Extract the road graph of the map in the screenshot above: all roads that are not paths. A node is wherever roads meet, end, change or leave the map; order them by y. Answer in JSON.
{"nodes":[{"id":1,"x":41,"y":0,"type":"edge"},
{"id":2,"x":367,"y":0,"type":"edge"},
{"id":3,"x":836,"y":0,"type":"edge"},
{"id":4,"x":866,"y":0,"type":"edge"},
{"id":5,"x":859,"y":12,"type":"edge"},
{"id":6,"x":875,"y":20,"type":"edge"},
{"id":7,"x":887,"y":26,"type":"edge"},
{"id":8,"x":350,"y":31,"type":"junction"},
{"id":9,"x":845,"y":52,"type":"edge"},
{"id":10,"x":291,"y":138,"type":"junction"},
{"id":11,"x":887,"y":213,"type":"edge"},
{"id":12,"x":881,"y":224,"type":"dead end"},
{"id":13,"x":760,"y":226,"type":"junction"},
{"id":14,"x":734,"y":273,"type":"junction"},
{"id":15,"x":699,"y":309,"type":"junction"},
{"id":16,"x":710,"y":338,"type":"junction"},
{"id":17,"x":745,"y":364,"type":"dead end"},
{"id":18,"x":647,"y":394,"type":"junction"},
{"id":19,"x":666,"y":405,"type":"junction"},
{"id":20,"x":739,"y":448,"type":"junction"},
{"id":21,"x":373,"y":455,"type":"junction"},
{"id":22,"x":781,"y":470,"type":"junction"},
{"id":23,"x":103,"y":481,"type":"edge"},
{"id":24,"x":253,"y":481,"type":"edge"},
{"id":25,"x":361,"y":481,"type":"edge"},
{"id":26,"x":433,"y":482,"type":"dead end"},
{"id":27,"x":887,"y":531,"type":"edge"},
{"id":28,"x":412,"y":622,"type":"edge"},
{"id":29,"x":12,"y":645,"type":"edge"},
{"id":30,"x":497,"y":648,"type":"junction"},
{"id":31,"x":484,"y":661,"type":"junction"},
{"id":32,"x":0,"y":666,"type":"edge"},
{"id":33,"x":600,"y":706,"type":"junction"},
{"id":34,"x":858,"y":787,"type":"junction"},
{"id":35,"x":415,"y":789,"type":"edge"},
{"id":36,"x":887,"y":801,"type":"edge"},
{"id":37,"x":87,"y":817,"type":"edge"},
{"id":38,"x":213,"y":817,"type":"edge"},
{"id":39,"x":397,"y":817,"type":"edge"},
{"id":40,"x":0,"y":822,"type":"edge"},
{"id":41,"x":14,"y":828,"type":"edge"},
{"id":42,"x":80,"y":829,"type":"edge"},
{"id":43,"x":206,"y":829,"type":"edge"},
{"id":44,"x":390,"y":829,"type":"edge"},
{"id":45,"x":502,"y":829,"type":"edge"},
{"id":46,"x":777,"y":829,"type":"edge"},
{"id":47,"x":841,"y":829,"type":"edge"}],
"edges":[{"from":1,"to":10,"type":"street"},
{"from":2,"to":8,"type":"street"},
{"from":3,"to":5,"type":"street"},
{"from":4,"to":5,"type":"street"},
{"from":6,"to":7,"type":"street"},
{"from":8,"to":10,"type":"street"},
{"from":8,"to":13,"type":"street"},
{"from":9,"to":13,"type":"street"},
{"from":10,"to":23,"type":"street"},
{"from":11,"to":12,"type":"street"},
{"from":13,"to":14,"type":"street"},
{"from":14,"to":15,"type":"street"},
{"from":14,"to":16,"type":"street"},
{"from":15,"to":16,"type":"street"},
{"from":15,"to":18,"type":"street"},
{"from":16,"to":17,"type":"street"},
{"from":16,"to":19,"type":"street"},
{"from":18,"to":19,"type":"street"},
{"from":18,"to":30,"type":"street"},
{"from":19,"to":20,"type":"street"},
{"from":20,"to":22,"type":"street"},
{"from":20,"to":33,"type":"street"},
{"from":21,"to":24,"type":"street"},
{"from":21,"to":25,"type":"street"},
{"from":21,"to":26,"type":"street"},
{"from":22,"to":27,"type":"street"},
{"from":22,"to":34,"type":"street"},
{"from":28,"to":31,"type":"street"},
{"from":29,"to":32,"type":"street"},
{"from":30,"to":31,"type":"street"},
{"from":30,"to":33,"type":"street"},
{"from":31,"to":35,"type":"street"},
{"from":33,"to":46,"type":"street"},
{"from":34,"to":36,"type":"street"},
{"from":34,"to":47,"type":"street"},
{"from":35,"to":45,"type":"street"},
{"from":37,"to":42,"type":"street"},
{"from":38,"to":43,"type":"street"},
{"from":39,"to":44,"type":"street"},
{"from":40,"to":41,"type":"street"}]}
--- --- ---
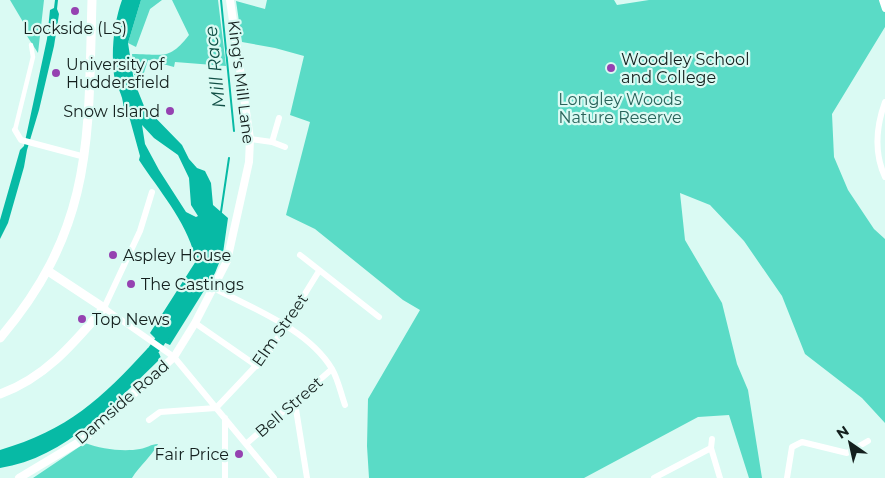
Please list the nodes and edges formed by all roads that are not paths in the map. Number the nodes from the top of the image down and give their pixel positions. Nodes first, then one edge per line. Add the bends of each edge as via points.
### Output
--- --- ---
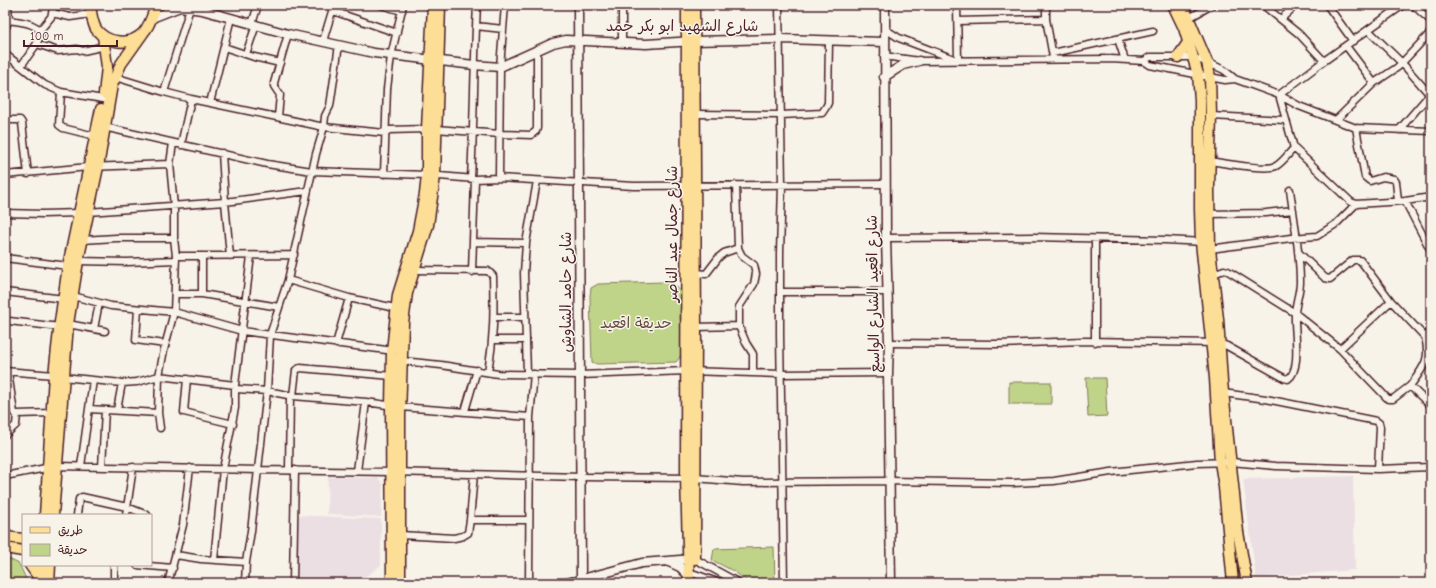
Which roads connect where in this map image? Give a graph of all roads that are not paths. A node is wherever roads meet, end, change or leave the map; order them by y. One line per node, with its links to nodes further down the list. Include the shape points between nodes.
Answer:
--- --- ---
What the exercise asks:
Using the records above, pull out each line where the word "down" occurs.

Written response:
Please list the nodes and edges formed by all roads that are not paths in the map. Number the nodes from the top of the image down and give their pixel positions. Nodes first, then one edge per line. Add the bends of each edge as via points.
Which roads connect where in this map image? Give a graph of all roads that are not paths. A node is wherever roads meet, end, change or leave the map; order them by y. One line per node, with its links to nodes further down the list. Include the shape points between nodes.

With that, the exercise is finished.